Одновременно с посылкой царю упомянутого Письма Хмельницкий, всюду искавший поддержки, адресуется к патриарху Никону. Он шлет ему два письма (9 и 12 августа), прося ходатайствовать перед царем об оказании военной помощи и о принятии Украины в подданство. В конце концов настойчивость Богдана, а главное, конечно, логика событий привели к цели: московское правительство решилось принять Украину в подданство.
***
В литературе о соединении Украины с Россией принятие Москвой окончательного решения обычно связывают с Земским собором, состоявшимся 1 октября 1653 года. Но в действительности это не совсем так. Решение было принято раньше, а на упомянутом Соборе оно было только оформлено. На этом вопросе, именно вследствие того, что он сравнительно мало освещен, следует остановиться подробнее.
С. М. Соловьев и Н. И. Костомаров почему-то совершенно не упоминают, что до Собора 1653 года в Москве был созван Собор о Малороссии в 1651 году. А между тем известия об этом Соборе были опубликованы еще Д. Бактыш-Каменским (см. его «Историю Малой России», ч. I, М., 1822, стр. 3–4).
Созыву этого Собора предшествовал приезд в Москву польского посланника Альбрехта Пражмовского, которому было поручено уверить бояр в неискренности и даже враждебности к ним Хмельницкого. Очевидно, для того чтобы всесторонне обсудить столь запутанную и сложную проблему, и решено было созвать Земский собор.
В его заседаниях принимали участие сам царь, тогдашний патриарх Иосиф, духовные лица, служилые люди, торговые и «всяких чинов» люди — всего 124 человека от 44 городов.
Первое заседание состоялось 19 февраля 1651 года; на нем присутствовали только духовные лица. Было зачитано «государево письмо», в котором речь шла о двух вопросах. Во-первых, предъявлялся ряд обвинений польскому правительству: в том, что оно нарушает достоинство московских царей неверной пропиской их титула, ведет злокозненные переговоры с крымским ханом и интригует против Москвы и Швеции; во-вторых, подымался вопрос о козацкой Украине: если не принять ее в подданство, то козаки «поневоле учинятся в подданстве у турецкого салтана с крымским ханом вместе»[186].
Духовенство тщательно обсудило всю сумму вопросов и дало ответ только 27 февраля; на следующий день состоялось второе заседание, в котором участвовали все члены Собора, кроме духовных (царь снова присутствовал). На этом заседании решено было солидаризироваться с ответом, данным духовенством.

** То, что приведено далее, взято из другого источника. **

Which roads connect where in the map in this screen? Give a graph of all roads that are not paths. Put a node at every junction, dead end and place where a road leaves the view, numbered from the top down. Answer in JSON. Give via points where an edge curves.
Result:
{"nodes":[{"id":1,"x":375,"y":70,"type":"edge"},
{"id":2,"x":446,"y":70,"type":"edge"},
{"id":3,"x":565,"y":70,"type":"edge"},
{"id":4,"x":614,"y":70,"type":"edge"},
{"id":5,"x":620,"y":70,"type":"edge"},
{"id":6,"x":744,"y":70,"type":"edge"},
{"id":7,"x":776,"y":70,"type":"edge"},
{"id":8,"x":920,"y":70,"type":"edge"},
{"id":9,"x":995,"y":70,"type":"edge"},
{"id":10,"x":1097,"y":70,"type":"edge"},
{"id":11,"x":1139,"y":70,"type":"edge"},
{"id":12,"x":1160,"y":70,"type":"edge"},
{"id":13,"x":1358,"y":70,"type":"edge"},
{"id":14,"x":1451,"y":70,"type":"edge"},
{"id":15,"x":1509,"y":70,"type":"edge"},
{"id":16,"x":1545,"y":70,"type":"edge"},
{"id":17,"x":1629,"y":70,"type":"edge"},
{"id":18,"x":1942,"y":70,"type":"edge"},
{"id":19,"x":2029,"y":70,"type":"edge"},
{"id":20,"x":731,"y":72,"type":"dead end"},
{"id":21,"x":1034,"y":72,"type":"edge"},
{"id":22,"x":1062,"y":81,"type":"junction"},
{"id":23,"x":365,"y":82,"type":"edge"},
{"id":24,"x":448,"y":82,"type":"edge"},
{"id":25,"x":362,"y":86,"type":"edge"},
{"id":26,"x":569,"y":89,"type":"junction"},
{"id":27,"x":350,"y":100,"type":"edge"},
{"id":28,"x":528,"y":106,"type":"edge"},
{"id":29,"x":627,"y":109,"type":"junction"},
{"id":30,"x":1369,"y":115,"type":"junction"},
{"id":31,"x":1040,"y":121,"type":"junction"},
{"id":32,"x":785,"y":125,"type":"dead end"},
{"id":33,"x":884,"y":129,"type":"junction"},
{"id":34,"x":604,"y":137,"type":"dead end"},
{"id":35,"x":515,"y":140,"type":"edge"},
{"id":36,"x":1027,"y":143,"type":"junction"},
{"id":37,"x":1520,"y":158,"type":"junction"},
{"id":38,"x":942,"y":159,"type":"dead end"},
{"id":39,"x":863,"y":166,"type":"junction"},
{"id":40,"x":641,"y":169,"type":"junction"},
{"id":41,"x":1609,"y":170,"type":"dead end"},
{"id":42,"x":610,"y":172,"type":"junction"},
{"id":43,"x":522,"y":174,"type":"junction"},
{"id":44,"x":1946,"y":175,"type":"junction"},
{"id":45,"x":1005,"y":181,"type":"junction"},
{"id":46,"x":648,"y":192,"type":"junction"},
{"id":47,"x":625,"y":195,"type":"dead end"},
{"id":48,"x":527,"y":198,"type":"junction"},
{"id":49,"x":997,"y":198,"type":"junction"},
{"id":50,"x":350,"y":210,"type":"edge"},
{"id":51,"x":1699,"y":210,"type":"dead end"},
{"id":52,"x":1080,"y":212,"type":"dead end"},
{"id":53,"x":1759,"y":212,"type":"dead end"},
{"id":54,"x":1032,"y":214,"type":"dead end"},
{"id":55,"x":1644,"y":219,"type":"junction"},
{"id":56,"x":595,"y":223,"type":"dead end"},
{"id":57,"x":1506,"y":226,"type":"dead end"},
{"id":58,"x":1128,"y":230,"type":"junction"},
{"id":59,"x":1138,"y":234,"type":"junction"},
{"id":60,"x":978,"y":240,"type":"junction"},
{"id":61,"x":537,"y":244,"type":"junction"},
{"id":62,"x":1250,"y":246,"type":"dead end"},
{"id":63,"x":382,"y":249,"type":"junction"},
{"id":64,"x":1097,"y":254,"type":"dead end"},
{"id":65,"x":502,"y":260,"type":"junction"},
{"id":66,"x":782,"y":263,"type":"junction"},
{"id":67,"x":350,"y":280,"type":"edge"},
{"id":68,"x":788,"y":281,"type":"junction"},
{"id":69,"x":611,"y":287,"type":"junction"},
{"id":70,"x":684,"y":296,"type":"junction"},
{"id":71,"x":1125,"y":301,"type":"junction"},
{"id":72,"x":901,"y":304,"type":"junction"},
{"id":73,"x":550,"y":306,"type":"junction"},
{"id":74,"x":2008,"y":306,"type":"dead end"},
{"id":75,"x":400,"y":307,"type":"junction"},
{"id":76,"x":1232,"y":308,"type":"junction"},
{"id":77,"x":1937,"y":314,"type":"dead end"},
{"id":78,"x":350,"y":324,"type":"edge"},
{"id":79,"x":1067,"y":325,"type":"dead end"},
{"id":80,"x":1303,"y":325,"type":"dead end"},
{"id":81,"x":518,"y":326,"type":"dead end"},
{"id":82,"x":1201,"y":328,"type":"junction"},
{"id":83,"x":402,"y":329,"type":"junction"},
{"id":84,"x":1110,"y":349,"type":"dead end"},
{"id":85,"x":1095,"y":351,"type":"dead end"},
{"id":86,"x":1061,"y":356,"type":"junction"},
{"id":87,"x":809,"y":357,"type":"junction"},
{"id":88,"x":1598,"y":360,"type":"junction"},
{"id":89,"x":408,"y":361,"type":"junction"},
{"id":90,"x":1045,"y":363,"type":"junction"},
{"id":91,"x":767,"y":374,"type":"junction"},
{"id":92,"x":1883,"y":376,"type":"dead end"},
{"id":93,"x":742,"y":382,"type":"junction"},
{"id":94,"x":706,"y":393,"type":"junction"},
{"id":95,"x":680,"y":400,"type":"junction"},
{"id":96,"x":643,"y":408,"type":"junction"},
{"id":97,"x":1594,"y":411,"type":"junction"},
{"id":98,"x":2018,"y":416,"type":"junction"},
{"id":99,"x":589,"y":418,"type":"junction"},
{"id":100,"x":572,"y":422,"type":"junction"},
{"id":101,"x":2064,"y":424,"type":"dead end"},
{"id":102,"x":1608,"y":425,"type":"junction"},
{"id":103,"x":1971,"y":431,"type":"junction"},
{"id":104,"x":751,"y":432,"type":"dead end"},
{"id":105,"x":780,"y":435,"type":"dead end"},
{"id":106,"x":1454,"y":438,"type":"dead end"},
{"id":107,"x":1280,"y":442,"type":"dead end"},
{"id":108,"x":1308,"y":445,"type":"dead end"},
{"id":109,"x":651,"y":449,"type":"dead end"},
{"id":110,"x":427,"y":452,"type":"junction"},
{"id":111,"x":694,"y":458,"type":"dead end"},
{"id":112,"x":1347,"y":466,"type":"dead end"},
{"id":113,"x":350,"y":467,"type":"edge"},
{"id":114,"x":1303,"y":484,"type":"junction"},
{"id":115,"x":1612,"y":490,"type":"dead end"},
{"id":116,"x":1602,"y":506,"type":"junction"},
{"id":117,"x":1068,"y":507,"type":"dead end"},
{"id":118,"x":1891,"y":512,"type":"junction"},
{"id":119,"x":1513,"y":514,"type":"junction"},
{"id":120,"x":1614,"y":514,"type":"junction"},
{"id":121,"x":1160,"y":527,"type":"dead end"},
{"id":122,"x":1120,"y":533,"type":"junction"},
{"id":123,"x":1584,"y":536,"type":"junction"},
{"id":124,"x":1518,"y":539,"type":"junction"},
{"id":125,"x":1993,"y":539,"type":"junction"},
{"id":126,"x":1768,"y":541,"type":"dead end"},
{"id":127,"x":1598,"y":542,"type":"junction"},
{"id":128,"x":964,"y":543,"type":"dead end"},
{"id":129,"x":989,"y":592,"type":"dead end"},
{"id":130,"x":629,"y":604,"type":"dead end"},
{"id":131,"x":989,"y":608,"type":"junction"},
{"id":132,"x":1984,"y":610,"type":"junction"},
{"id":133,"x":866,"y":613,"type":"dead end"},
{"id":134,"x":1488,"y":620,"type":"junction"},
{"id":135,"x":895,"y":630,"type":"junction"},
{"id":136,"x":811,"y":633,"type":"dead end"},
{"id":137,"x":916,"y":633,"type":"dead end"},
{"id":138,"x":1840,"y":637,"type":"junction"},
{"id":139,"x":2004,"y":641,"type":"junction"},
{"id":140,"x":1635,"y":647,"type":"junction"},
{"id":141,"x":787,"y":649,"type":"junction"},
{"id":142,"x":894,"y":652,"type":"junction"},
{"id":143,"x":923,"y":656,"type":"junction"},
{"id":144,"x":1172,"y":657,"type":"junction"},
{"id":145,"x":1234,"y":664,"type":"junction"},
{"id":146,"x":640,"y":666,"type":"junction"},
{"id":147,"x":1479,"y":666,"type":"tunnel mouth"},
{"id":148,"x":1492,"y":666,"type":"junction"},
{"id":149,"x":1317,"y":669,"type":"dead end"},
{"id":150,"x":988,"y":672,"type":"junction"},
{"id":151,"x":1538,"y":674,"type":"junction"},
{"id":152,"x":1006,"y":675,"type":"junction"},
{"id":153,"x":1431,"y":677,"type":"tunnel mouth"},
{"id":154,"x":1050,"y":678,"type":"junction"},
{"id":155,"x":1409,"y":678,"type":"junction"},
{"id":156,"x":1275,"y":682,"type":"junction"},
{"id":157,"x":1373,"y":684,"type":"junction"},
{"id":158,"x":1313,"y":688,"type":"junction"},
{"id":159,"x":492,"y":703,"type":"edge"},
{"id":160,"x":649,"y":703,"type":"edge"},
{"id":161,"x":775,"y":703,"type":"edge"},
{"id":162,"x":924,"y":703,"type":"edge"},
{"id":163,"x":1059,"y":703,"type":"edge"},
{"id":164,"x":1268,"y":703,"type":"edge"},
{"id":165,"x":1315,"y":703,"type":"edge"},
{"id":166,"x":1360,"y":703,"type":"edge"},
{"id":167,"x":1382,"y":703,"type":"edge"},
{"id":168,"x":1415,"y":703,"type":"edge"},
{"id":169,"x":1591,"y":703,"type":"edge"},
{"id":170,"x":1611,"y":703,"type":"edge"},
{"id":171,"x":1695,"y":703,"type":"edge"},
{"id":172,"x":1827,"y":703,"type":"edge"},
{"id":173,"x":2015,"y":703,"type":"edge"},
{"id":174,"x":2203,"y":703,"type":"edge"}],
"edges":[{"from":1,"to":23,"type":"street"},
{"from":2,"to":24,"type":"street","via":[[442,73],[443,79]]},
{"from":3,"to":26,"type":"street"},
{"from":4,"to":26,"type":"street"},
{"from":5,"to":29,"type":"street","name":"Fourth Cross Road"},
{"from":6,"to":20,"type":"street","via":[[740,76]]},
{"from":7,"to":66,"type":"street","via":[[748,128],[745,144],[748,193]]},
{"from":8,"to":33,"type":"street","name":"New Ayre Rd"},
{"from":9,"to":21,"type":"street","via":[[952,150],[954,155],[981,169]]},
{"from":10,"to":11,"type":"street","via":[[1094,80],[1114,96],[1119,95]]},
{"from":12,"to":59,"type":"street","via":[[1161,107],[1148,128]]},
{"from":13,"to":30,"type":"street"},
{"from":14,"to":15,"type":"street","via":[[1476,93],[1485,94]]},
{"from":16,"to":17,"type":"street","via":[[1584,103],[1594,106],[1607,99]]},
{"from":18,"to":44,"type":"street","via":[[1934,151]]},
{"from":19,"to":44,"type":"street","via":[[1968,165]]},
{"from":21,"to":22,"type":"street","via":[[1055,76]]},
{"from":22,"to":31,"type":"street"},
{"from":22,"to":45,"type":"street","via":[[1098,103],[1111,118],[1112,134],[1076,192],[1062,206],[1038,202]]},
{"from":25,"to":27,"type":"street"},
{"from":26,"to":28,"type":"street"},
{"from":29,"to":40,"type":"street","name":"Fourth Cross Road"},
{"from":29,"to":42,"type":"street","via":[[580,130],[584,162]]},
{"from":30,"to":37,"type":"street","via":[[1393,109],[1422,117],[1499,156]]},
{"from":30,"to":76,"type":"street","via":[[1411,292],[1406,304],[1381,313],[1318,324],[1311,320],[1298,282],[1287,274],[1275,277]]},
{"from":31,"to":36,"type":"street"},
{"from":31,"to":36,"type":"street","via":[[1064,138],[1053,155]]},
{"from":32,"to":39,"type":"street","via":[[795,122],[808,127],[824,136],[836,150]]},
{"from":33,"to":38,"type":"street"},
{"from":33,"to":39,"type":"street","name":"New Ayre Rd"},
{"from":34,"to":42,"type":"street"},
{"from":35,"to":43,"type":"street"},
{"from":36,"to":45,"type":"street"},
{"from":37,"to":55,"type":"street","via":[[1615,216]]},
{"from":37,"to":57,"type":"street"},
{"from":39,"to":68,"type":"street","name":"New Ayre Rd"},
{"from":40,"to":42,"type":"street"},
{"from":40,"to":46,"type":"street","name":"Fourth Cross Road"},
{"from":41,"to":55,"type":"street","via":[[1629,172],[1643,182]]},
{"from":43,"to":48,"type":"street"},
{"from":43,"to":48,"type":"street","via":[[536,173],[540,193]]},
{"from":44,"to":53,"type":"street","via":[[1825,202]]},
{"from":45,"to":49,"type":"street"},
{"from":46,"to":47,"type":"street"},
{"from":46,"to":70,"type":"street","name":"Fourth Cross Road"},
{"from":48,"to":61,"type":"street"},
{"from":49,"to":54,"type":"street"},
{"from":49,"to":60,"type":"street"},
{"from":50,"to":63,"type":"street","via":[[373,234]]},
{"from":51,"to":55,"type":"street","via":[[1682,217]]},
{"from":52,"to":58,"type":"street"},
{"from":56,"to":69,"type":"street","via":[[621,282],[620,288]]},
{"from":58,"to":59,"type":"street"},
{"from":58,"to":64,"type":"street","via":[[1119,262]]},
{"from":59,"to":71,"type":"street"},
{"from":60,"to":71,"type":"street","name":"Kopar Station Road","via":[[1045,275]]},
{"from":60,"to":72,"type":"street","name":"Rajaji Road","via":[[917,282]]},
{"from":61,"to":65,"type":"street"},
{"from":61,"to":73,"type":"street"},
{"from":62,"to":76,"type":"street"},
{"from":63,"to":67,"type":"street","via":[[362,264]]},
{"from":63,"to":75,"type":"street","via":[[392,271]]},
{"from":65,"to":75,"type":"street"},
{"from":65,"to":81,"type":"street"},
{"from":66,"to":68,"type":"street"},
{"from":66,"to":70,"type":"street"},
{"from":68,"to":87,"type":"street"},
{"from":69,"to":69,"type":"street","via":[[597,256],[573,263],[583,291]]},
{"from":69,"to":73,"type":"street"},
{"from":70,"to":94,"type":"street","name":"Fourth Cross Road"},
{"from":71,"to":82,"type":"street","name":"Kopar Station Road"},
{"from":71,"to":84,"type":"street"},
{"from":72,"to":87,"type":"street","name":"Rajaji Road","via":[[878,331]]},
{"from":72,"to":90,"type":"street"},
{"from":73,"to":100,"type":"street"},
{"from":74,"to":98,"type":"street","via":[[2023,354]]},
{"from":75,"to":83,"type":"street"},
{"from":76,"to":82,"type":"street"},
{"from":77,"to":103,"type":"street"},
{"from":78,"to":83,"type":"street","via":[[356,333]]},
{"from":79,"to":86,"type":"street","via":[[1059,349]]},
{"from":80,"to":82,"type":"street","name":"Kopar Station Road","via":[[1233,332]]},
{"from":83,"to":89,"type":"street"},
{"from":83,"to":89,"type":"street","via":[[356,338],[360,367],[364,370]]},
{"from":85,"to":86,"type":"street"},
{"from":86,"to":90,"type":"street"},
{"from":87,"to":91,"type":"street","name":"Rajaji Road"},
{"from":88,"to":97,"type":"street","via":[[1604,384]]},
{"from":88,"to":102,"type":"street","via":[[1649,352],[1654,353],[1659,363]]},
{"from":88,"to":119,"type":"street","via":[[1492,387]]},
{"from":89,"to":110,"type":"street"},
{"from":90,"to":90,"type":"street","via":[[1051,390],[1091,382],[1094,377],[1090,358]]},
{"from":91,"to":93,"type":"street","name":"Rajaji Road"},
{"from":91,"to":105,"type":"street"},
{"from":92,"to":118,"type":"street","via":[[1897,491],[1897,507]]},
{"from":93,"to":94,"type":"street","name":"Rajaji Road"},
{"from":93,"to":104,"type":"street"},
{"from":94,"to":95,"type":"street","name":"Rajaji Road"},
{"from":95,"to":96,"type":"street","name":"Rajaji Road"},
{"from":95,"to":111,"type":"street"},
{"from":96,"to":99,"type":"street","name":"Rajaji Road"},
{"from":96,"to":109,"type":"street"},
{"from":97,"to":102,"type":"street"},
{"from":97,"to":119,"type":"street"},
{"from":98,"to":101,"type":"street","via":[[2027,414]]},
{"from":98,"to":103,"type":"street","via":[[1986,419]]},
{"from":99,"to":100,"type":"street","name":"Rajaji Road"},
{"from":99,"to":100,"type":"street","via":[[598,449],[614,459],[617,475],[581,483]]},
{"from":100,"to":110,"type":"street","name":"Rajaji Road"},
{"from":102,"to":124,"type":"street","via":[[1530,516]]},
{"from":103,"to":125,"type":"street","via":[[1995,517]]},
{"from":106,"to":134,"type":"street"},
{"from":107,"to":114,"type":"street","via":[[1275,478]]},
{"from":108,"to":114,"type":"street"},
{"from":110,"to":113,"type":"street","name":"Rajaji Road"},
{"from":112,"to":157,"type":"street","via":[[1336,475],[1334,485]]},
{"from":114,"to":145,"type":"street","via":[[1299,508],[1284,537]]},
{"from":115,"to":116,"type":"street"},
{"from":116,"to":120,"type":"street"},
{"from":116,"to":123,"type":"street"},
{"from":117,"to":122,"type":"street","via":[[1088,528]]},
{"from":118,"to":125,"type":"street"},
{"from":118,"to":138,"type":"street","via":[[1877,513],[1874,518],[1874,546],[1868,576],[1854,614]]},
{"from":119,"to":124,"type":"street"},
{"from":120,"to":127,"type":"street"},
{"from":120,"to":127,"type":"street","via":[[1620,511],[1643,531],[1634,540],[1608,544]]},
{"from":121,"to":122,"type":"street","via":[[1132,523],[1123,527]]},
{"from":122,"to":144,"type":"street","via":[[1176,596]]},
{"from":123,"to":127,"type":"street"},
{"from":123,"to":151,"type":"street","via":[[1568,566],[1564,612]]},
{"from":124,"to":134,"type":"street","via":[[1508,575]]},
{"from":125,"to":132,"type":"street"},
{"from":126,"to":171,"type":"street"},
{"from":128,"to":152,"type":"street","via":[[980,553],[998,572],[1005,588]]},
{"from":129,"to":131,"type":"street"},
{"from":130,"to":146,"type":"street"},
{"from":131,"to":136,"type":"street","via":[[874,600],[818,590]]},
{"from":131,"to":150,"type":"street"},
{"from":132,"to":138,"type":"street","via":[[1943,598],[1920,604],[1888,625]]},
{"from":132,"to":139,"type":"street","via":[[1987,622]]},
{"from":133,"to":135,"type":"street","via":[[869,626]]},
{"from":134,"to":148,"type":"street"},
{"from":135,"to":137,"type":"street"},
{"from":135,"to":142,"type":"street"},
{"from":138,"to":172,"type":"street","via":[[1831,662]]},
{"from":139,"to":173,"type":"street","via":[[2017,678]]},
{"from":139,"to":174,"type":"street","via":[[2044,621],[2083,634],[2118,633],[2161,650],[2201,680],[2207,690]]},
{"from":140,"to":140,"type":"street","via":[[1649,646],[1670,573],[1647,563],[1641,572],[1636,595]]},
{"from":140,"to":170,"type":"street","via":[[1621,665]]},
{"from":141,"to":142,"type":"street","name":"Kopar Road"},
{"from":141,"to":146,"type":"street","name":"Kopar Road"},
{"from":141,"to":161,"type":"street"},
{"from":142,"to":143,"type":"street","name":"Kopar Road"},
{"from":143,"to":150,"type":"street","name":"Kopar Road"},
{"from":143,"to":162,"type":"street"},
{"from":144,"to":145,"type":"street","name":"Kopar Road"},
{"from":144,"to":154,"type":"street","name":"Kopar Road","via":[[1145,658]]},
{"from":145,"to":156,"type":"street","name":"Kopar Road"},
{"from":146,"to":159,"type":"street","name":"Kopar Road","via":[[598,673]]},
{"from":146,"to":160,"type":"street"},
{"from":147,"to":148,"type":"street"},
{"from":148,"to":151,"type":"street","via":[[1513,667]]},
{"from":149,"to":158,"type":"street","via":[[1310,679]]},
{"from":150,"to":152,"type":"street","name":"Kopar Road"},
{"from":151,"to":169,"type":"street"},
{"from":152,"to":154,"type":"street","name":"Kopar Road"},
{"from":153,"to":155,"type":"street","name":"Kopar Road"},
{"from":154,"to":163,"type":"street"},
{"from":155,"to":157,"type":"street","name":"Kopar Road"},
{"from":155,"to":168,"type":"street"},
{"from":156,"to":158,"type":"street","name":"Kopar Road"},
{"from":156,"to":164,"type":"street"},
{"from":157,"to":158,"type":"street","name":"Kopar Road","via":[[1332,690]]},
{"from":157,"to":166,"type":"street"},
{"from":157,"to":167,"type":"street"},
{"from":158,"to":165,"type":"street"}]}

Сущность этого, таким образом, единодушного ответа состояла в том, что если польский король не удовлетворит требований московского правительства, то можно будет объявить Польше войну; аналогично решался вопрос об Украине: «А будет король польский по всем управы не учинит, и запорожского гетмана с Черкасы мочно принять со утверждением»[187].
Таким образом, Собор дал условный ответ. Но принципиальное отношение к вопросу выявилось здесь со всей очевидностью. Царь и его советники убедились, что, решив принять Украину и, может быть, вызвав вследствие этого войну с Польшей, они найдут поддержку и сочувствие у выборных людей.
И вот, когда в 1653 году вопрос о соединении достиг наибольшей остроты, в Москве было сочтено необходимым вновь прибегнуть к консультации с выборными лицами. Выборные эти начали совещаться 5 июня.
Относительно существа дела разногласий, надо думать, не возникло. И уже 22 июня Хмельницкому посылается с Ладыженским царская грамота, в которой говорится, что, по дошедшим сведениям, гетман грозится поддаться турецкому султану, если царь его не примет в подданство. «И мы… — сказано далее в грамоте, — изволили вас принять под нашу царского величества высокую руку… А ратные наши люди сбираютца и ко ополчению строятца… И прислали б есте к нам посланцов своих, а мы… пошлем к вам наших… думных людей»[188].
Итак, alea jacta est![189] Царское слово дано!
Но, видимо, сложность проблемы требовала длительного рассмотрения ее, и потому официальное заседание Собора состоялось только 1 октября (к этому моменту вопрос был обсужден, окончательно согласован и получил надлежащие формулировки).